Abordagem integrada e a promoção da equidade são os principais focos do grupo de trabalho nacional criado para organizar projeto para essa população


O Ministério da Saúde instituiu, na quinta-feira (21/11/2024), Grupo de Trabalho Nacional para elaborar o projeto que organizará a linha de cuidado para as pessoas com albinismo.

O objetivo é garantir a atenção integral, com ações de prevenção, proteção, diagnóstico, tratamento e reabilitação dessas pessoas, além de iniciativas para redução de danos e cuidados paliativos, conforme as diretrizes da Política Nacional de Saúde Integral da Pessoa com Albinismo.

O grupo foi criado por meio da Portaria GM/MS nº 5.703, publicada na quinta no Diário Oficinal da União (DOU).

A coordenação é do Departamento de Prevenção e Promoção da Saúde, da Secretaria de Atenção Primária à Saúde (SAPS), do Ministério da Saúde.

O projeto final será encaminhado às instâncias deliberativas do Sistema Único de Saúde (SUS).

“A partir dessa linha de cuidado, o Ministério da Saúde quer reforçar seu compromisso com a promoção da equidade em saúde, promovendo a participação das pessoas com albinismo e dos setores envolvidos na formulação das políticas públicas”, destaca o secretário de Atenção Primária à Saúde, Felipe Proenço.

Albinismo
As pessoas com albinismo possuem características que as tornam mais suscetíveis a condições de saúde específicas, como problemas de visão, sensibilidade à luz solar e maior predisposição ao câncer de pele.

Por isso, é crucial desenvolver estratégias de atendimento de saúde que levem em conta essas particularidades, da mesma forma que é importante a orientação familiar ou o aconselhamento genético – em razão da possibilidade de transmissão das características de pais para filhos. A incidência global de albinismo é estimada em uma a cada 20 mil pessoas.

O grupo de trabalho será coordenado de forma adjunta pelo Departamento de Atenção Especializada e Temática da Secretaria de Atenção Especializada à Saúde (SAES).

Participam também representantes dos seguintes órgãos e entidades: Sociedade Brasileira de Dermatologia, Sociedade Brasileira de Visão Subnormal; Conselho Nacional das Secretarias Municipais de Saúde; e Coletivo Nacional de Pessoas com Albinismo da Associação das Pessoas com Albinismo na Bahia.

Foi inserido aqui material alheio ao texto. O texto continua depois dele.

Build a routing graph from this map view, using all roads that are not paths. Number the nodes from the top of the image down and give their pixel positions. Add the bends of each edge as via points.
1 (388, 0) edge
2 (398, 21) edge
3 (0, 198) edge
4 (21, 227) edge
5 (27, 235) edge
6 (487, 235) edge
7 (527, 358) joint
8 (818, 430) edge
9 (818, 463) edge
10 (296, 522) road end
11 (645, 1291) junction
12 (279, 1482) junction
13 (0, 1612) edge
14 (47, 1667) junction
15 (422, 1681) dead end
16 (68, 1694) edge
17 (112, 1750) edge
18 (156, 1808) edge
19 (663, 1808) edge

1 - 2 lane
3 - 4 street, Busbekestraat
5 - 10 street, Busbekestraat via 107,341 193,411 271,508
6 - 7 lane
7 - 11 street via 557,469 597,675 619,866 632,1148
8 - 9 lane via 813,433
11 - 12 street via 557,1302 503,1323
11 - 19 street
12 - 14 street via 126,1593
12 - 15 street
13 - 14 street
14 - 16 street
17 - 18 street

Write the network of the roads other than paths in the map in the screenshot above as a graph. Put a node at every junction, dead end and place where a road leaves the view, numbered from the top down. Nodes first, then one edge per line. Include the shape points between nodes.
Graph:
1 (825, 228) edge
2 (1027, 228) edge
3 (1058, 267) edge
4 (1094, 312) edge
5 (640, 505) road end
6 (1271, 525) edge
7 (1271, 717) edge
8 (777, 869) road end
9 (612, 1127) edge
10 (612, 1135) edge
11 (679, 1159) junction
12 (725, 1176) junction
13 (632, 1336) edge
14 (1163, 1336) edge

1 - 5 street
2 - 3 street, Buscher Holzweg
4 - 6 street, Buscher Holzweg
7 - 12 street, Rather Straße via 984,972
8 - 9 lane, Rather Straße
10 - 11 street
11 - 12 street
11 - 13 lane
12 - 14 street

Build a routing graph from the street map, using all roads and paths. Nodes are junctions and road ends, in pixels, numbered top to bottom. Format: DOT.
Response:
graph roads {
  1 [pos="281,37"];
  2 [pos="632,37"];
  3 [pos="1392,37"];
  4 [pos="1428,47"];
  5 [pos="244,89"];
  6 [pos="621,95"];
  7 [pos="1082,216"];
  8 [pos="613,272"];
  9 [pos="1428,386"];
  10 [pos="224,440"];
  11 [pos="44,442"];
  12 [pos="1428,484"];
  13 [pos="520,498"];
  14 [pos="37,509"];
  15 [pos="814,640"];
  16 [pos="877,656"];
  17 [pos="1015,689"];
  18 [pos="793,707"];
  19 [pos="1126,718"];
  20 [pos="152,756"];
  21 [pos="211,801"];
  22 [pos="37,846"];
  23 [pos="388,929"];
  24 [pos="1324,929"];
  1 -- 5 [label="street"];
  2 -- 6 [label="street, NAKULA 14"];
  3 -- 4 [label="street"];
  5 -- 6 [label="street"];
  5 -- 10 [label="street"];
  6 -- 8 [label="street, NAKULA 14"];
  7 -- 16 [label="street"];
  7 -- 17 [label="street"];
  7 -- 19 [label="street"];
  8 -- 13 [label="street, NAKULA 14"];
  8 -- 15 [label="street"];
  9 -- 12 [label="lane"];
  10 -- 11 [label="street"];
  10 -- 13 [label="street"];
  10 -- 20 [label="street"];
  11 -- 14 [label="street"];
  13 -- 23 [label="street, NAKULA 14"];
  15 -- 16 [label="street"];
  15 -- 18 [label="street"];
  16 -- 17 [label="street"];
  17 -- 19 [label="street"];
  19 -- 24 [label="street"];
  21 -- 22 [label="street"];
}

Para a construção da linha de cuidado, o GT deverá considerar a heterogeneidade das experiências no campo da atenção à saúde integral das pessoas com Albinismo, a intersetorialidade, a sustentabilidade orçamentária, o alcance nacional e o protagonismo dos usuários na formulação e na implementação do programa.

O grupo terá duração de 90 dias, podendo ser prorrogado por igual período.